Angela, from Mitchellville, Maryland, is pursuing in public policy and global studies majors. At UNC, she is on the Student Attorney General Staff for the Undergraduate Honor System and a mentor for the Minority Advisory Program. She was awarded an Undergraduate International Studies Fellowship through the Sonja Haynes Stone Center for Black Culture and History and is a member of the Kappa Omicron Chapter of Delta Sigma Theta Sorority, Incorporated. The Carolina Scholar is also the founder and administrative director of Project uPGrade, a women’s empowerment organization based in Prince George’s County, Maryland.
During the Rangel Summer Enrichment Program, students live at Howard University, attend classes, and participate in a variety of programs with foreign affairs professionals at Howard and around Washington, DC. The program covers tuition and living expenses and offers scholars a stipend. It encourages members of minority groups, women, and those with financial need to apply.
The Office of Distinguished Scholarships caught up with Angela midway through the summer to ask some questions about the program from her perspective.
Question: What have been the highlights of the Rangel Summer Enrichment Program?
Answer: The site visits have been my favorite aspect the program. My cohort and I have visited government agencies and organizations that formulate U.S. foreign policy such as the State Department, CIA, World Bank, USAID, Institute of Peace, and the Foreign Service Institute. I even attended the swearing-in of the new U.S. Ambassador to Zimbabwe. Another huge highlight of my program has been the people. The Rangel program is really a family and I am honored to be connect with so many amazing leaders in foreign policy.
Q: How has the program helped you as someone who is interested in international affairs?
A: The program has exposed me to the wide variety of opportunities in international affairs. Through workshops such as public speaking, goal-setting, and interview skills, I have developed confidence in my ability to achieve my career goals. The Rangel program has connected me with professionals in foreign affairs who are very honest about what it is like to be a woman and person of color in their careers which has helped me to envision myself in those roles one day.
Q: What are your future plans, both for other programs and short-/long-term career goals?

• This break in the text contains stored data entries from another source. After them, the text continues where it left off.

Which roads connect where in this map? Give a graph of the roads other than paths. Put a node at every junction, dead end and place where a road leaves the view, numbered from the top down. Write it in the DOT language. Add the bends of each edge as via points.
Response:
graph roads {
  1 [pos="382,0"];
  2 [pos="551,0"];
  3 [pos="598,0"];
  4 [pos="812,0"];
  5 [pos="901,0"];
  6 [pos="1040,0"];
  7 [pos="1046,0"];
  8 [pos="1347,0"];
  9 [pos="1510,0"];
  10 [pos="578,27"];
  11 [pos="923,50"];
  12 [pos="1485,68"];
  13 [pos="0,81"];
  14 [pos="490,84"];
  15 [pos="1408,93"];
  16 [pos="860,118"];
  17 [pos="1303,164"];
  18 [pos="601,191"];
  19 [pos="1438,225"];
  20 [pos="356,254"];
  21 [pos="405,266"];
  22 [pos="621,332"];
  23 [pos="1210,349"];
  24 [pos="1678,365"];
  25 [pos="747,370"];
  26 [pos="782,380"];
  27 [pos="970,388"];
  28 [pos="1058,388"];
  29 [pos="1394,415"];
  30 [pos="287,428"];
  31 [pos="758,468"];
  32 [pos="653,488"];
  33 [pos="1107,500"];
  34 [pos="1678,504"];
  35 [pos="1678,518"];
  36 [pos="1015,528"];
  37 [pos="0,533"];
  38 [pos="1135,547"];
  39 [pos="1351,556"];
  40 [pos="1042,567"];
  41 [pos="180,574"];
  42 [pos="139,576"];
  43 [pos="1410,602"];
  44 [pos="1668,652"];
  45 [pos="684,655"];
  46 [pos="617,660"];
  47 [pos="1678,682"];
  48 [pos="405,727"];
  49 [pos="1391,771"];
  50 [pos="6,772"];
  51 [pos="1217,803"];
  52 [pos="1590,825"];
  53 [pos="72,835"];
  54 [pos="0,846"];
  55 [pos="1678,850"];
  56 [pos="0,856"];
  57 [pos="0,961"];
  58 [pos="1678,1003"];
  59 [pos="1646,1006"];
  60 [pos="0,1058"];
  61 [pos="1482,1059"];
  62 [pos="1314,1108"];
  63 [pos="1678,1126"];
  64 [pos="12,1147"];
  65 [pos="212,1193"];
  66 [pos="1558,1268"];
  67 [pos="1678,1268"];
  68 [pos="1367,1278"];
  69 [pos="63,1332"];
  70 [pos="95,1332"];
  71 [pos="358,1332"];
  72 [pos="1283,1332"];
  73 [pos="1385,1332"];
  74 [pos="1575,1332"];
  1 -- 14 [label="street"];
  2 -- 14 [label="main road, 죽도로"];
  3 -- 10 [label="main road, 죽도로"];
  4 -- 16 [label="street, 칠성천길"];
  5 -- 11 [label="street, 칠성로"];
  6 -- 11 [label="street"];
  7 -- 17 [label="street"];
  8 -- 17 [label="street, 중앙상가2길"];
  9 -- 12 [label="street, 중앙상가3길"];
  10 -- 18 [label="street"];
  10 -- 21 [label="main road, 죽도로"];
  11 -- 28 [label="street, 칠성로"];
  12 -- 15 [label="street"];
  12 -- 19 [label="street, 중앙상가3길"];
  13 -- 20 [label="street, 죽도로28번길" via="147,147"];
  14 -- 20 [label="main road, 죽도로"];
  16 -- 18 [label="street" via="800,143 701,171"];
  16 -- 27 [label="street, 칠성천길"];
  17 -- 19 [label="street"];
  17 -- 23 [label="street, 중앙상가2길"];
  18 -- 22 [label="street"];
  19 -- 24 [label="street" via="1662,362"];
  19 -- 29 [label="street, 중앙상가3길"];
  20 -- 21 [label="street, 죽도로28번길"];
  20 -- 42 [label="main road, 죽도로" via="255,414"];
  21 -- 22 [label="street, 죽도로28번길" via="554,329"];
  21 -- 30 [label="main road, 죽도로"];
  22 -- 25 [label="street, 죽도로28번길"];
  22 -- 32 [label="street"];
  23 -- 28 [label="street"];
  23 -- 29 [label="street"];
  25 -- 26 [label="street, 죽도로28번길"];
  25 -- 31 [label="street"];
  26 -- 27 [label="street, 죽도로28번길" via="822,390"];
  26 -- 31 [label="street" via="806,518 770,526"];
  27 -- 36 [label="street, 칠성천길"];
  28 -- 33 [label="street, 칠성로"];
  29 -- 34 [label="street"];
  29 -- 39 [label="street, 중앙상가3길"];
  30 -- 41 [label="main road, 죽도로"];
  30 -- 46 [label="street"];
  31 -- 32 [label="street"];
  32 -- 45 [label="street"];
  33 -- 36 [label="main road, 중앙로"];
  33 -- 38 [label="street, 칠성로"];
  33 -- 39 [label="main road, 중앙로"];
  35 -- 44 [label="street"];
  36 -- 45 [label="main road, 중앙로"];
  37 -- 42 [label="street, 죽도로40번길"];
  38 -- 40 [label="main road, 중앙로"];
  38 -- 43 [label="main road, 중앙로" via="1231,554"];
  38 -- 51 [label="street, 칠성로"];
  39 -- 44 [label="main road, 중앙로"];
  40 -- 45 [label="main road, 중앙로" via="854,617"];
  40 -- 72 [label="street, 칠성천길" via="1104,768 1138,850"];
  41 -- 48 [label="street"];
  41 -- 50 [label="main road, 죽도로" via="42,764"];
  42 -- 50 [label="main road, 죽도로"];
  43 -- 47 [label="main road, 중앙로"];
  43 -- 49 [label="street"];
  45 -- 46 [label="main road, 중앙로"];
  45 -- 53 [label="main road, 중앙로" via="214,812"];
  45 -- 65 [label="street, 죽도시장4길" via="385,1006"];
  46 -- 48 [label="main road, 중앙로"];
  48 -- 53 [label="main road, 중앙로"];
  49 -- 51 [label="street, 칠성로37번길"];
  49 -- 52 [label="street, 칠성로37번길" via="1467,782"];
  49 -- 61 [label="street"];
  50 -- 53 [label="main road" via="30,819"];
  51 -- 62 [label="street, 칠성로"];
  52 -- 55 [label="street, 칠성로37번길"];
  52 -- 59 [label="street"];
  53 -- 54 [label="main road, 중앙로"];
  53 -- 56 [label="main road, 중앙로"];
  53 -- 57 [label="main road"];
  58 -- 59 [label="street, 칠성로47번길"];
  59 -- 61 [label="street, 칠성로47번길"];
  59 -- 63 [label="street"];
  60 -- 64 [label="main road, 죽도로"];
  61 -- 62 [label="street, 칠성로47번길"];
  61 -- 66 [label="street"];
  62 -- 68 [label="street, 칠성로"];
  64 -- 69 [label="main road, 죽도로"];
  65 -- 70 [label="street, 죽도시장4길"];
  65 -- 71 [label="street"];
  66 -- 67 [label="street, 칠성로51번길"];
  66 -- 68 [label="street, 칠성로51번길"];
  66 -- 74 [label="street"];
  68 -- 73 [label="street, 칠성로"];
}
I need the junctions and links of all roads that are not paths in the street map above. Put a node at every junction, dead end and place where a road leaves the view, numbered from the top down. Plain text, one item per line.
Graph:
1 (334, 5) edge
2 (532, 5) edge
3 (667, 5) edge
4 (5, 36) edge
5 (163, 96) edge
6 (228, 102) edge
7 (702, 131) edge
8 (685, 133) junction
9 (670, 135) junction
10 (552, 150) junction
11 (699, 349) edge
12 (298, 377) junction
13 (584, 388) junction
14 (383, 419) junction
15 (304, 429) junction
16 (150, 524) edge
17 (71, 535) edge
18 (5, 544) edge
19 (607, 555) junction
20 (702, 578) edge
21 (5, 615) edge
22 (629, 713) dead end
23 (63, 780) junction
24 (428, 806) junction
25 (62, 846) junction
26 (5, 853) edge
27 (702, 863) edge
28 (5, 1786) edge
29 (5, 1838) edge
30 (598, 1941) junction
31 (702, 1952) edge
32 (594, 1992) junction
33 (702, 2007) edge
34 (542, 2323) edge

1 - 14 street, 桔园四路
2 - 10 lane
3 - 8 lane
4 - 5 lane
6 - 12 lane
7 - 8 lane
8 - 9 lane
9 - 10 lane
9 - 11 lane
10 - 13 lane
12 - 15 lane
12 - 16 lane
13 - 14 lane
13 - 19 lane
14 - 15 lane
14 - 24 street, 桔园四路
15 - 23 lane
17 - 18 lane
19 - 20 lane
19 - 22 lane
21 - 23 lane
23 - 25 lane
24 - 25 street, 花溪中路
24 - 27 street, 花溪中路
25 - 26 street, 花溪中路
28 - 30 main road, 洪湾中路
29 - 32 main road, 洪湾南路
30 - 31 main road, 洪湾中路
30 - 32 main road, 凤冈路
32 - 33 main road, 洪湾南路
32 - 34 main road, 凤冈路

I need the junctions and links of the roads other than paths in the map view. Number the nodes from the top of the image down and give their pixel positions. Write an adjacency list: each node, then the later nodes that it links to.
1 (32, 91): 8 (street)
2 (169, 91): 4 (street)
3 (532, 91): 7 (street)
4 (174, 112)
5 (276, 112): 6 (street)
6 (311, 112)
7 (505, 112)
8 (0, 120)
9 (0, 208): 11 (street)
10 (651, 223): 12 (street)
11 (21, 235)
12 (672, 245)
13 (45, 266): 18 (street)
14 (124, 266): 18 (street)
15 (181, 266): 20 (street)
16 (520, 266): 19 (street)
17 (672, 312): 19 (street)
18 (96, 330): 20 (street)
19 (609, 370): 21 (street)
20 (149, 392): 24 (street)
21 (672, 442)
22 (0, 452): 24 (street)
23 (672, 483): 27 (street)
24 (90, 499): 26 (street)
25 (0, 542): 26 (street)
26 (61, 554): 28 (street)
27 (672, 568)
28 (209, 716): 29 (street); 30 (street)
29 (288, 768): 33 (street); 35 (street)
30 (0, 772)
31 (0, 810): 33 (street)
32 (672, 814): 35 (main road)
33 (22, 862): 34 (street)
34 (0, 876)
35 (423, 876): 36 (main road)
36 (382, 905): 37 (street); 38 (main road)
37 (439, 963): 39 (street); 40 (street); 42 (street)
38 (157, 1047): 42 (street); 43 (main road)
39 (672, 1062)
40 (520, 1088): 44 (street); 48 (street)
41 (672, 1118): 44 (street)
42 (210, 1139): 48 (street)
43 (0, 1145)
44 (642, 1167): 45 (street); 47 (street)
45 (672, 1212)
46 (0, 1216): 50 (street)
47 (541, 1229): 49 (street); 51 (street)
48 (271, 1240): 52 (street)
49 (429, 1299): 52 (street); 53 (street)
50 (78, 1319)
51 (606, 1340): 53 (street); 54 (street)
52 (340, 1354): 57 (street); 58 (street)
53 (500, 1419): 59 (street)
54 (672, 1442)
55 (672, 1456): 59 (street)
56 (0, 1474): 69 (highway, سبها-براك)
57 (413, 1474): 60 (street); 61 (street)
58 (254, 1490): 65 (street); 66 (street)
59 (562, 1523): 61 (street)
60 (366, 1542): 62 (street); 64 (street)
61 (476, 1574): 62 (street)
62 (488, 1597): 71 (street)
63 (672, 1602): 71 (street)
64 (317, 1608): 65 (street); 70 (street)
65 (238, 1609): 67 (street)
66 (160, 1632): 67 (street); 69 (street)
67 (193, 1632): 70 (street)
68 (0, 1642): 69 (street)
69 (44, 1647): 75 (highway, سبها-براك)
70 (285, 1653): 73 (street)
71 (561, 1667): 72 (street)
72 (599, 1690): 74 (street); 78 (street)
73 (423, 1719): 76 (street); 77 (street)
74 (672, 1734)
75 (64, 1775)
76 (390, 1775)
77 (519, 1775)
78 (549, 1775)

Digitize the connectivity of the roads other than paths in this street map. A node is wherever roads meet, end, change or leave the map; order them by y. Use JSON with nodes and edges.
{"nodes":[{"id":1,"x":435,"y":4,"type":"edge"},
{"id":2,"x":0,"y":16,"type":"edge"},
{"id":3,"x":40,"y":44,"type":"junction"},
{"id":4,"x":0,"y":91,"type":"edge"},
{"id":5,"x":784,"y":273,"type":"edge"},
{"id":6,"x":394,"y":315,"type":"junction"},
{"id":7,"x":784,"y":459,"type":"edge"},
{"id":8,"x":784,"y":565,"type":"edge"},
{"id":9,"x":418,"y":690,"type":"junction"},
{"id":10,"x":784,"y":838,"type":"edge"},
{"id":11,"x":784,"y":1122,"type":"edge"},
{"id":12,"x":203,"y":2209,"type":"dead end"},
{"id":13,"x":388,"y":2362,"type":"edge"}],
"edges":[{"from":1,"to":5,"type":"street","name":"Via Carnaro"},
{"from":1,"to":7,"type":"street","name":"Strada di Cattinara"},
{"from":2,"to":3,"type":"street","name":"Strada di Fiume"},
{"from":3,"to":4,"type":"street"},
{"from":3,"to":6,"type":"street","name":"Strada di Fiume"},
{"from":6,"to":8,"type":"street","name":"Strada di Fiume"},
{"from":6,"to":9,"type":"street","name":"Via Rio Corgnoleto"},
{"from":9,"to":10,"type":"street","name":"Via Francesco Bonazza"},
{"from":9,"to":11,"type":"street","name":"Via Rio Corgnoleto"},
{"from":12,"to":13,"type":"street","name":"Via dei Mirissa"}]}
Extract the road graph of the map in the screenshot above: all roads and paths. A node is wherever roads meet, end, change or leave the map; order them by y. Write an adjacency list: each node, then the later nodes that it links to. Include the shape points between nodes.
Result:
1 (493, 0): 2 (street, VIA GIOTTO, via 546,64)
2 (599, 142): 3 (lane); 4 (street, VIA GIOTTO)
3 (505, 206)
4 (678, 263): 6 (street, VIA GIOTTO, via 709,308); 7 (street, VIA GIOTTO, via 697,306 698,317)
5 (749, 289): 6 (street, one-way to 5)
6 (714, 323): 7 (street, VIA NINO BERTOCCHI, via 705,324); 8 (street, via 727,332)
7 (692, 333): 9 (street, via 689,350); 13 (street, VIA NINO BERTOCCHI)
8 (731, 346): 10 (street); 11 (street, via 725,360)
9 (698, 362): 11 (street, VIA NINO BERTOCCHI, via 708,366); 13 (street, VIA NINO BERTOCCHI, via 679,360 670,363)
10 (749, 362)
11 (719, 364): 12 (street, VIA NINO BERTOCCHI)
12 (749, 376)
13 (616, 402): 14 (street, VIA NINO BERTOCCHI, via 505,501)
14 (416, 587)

A: After this summer I will study abroad in Amman, Jordan through the CET Arabic Language Intensive Program. I hope to encourage other UNC students to study abroad and pursue careers in international affairs when I return to campus in the spring. After I graduate, I would like to take a year or two to do some more traveling before completing a Master’s in International Affairs and joining the U.S. Foreign Service as a public diplomacy officer.